La première vocation musicale et artistique de l’équipe n’a pas disparu aux Berges du lac Castor. Au contraire, pour encourager les artistes à se rendre dans cette retraite, les propriétaires ont conçu des lofts de création, équipés et insonorisés, qui ont reçu des artistes locaux comme Les Sœurs Boulay, Philippe Brach ou encore Misteur Valaire.

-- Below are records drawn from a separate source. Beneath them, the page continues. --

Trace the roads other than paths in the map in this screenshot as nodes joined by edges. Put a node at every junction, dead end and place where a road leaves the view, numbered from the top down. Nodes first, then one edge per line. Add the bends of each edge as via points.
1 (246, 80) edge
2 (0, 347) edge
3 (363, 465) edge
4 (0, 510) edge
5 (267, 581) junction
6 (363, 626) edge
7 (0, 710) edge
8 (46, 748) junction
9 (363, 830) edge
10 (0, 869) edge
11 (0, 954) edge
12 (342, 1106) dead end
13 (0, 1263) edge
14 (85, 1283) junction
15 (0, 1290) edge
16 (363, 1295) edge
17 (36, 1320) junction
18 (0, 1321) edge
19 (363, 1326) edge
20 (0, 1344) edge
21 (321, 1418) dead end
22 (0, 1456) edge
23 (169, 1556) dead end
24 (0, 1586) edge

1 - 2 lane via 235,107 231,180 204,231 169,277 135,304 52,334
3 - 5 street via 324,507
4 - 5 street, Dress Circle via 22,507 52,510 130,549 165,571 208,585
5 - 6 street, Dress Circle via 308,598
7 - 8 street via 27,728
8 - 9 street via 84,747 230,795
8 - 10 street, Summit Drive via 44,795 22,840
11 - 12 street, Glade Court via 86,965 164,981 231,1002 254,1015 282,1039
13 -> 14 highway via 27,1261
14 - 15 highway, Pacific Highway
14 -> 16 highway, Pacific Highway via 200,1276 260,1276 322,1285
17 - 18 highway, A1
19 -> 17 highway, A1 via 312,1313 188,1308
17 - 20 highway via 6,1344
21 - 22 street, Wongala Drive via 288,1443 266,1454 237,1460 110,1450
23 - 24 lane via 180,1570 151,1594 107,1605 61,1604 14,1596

Le 21 juin, ainsi que deux fois au cours de l’été, le centre anime également des petits spectacles intimes. «Ça nous fait parfois vivre des moments magiques, comme quand Juan Sebastián Larobina a joué sur un rabaska sur le lac. Ou bien des histoires cocasses, comme quand un groupe de visiteurs est arrivé ici avec un camion bourré de speakers, pour organiser à notre plus grande surprise un rave qui a fait trembler les murs de toutes nos installations! Nous posons un peu plus de questions à nos hôtes depuis cette aventure», raconte en riant François.

photo. Mary Ann St-Cyr

Aux berges du lac Castor a réussi son pari un peu fou. En l’espace de 18 ans, cette coop a fait émerger au milieu de nulle part un centre qui a réuni familles, groupes d’amis, groupes scolaires, touristes et même entreprises. «Ailleurs, les gens rentrent directement dans leur chambre regarder la télévision après leur réunion ou leur repas. Mais ici, on échange, on cuisine et on mange côte à côte, on se recentre. On va s’amuser sur le lac ou dans la forêt, on va chercher ses légumes aux Potagers sauvages, acheter de la truite fumée au petit boucanier Fumés des monts, vider quelques verres au vignoble Le Cavalier du Versant, ou visiter le village de Saint-Élie-de-Caxton. On a toute la liberté et l’autonomie que l’on désire.» Une formule de vacances différente, profondément humaine et inspirante. Alors, qu’irez-vous chercher aux Berges du lac Castor? La sérénité, vos racines, la rencontre, la surprise? Peut-être tout cela à la fois.